Core storage alerts – Virtuozzo Hybrid Infrastructure

Metadata service alerts

Not enough metadata disks

Cluster “<cluster_name>” has only one MDS. There is only one disk with the metadata role at the moment. Losing this disk will completely destroy all cluster data irrespective of the redundancy schema.

critical

Cluster “<cluster_name>” requires more disks with the metadata role. Losing one more MDS will halt cluster operation.

warning

Configuration warning

Node “<hostname>” has more than one metadata service located on it. It is recommended to have only one metadata service per node. Delete the extra metadata service(s) from this node and create them on other nodes instead.

warning

Cluster “<cluster_name>” has four metadata services. This configuration slows down the cluster performance and does not improve its availability. For a cluster of four nodes, it is enough to configure three MDSes. Delete an extra MDS from one of the cluster nodes.

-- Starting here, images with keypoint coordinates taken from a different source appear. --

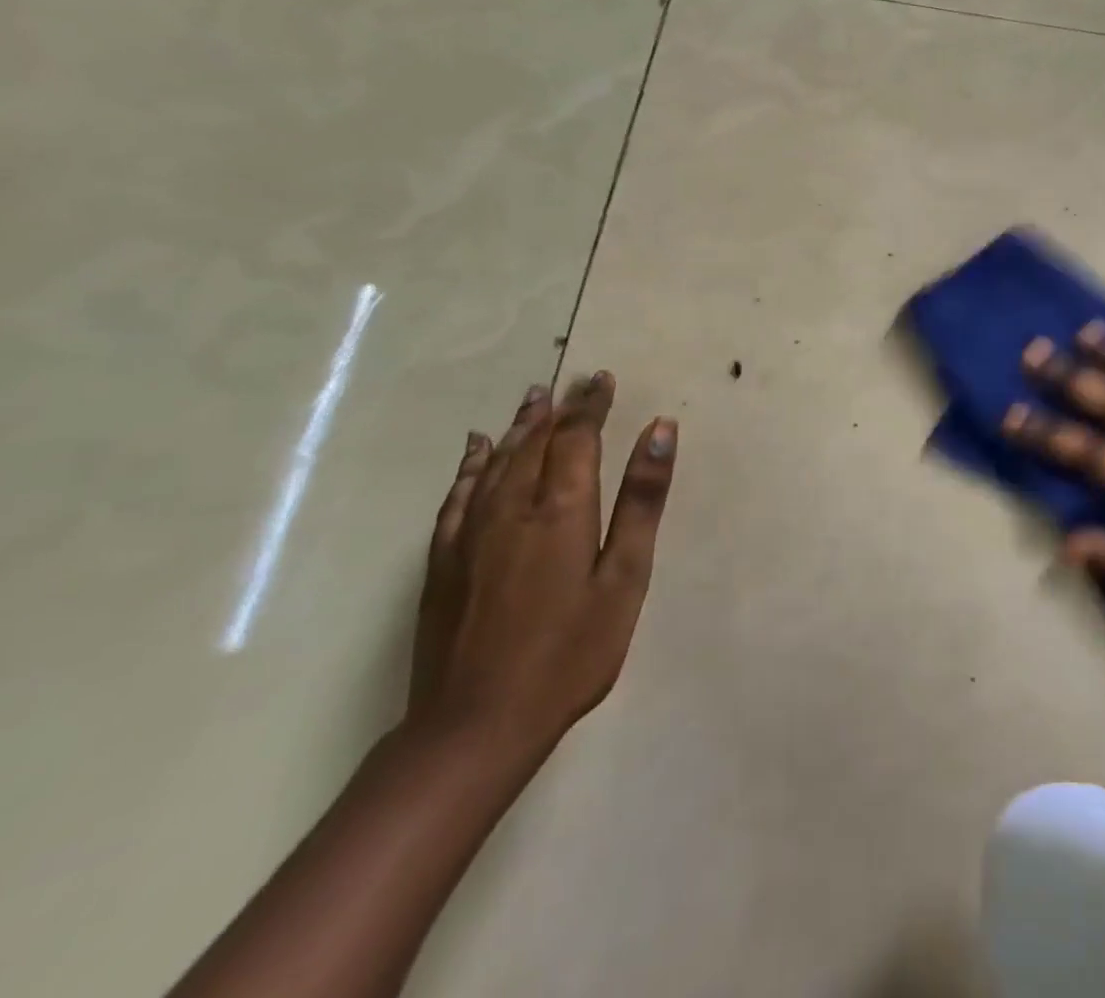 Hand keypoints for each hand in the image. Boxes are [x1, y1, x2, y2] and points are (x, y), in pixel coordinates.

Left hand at [410, 373, 676, 754]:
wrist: (476, 725)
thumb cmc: (570, 653)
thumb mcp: (624, 578)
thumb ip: (642, 501)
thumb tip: (660, 430)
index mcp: (561, 509)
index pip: (576, 437)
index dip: (590, 405)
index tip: (602, 379)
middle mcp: (512, 507)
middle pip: (535, 442)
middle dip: (558, 408)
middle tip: (573, 382)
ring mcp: (471, 533)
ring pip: (497, 461)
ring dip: (519, 426)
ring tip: (534, 398)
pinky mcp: (444, 561)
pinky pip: (459, 494)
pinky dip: (472, 464)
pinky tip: (477, 449) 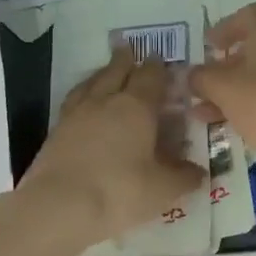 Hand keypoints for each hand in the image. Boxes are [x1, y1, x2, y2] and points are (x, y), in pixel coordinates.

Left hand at [19, 50, 206, 248]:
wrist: (58, 205)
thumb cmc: (119, 192)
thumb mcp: (162, 189)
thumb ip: (183, 177)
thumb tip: (199, 172)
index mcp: (136, 107)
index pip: (150, 77)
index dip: (158, 68)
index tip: (161, 60)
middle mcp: (105, 101)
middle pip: (116, 71)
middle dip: (125, 60)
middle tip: (128, 49)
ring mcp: (76, 113)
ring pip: (91, 83)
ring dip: (101, 73)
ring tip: (105, 71)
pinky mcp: (56, 130)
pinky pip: (73, 101)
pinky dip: (82, 94)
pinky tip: (83, 103)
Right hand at [190, 4, 255, 162]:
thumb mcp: (222, 88)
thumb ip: (201, 78)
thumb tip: (191, 75)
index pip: (247, 15)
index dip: (224, 29)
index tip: (208, 46)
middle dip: (230, 63)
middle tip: (210, 78)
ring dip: (239, 86)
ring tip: (211, 109)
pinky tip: (237, 122) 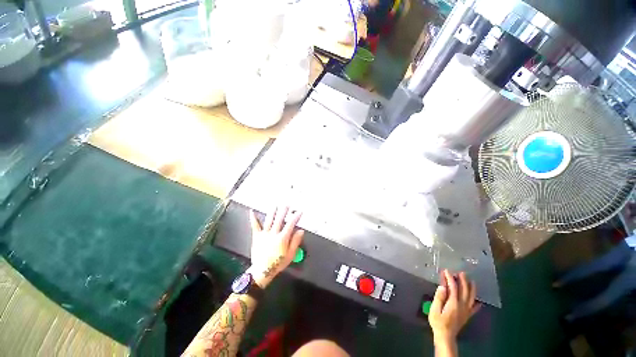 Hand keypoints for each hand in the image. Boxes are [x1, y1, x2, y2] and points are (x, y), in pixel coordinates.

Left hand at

Cluster “<cluster_name>” has more than five metadata services. This configuration slows down the cluster performance and does not improve its availability. For a large cluster, it is enough to configure five MDSes. Delete extra MDSes from the cluster nodes.

Service failed

Metadata service #<id> is in the “<status>” state. Node: <hostname>. Disk: <disk_name>. Disk serial: <disk_serial>.

warning

Metadata disk is out of space

Metadata disk on node “<hostname>” is running out of space.

warning

Metadata service has high CPU usage

Metadata service on <node> has CPU usage higher than 80%. The service may be overloaded.

warning

Metadata service has high commit latency

Metadata service on <node> has the 95th percentile latency higher than 1 second.

warning

Metadata service has critically high commit latency

Metadata service on <node> has the 95th percentile latency higher than 5 seconds.

critical

Cluster has unavailable metadata services

Some metadata services are offline or have failed. Check and restart them.

warning

Master metadata service changes too often

Master metadata service has changed more than once in 5 minutes.

warning

Chunk service alerts

Not enough disks with storage role

Cluster “<cluster_name>” has no disks with the storage role.

warning

Cluster “<cluster_name>” has too few available CSes.

warning

Service failed

Storage service #<id> is in the “<status>” state. Node: <hostname>. Disk: <disk_name>. Disk serial: <disk_serial>.

warning

CS configuration is not optimal

CS#<cs_id> on tier <tier> has incorrect journalling settings.

warning

Encryption is disabled for CS#<cs_id> on tier <tier> but is enabled for other CSes on the same tier.

warning

Storage disk is slow

Disk <disk_name> (CS#<cs_id>) on node <hostname> is slow and needs to be replaced.

warning

Disk cache settings are not optimal

Disk <disk_name> (CS#<cs_id> on node <hostname> has cache settings different from other disks of the same tier.

warning

Cluster has slow chunk services

Some chunk services experience slowdown and degrade the cluster performance.

warning

Cluster has offline chunk services

Some chunk services are offline. Check and restart them.

warning

Cluster has failed chunk services

Some chunk services have failed. It may be caused by physical drive failure.

warning

Storage cluster alerts

Cluster is running out of physical space

There is little free physical space left on storage tier <tier>.

warning

Cluster is out of physical space

There is not enough free physical space on storage tier <tier>.

critical

Node has stuck I/O requests

Some I/O requests are stuck on <node>.

critical

Cluster has blocked or slow replication

Chunk replication is blocked or too slow.

critical

Node has failed map requests

Some map requests on <node> have failed.

critical

Cluster has too many chunks

There are too many chunks in the cluster, which slows down the metadata service.

warning

Cluster has critically high number of chunks

There are too many chunks in the cluster, which slows down the metadata service.

critical

Cluster has too many files

There are too many files in the cluster, which slows down the metadata service.

warning

Cluster has critically high number of files

There are too many files in the cluster, which slows down the metadata service.

critical

Cluster has failed mount points

Some mount points stopped working and need to be recovered.

critical

Cluster has unaligned I/O reads

I/O reads are not aligned. It may be caused by a wrongly formatted disk in a virtual machine.

information

CS journal is running out of space

CS journal has less than 20% of free space left.

warning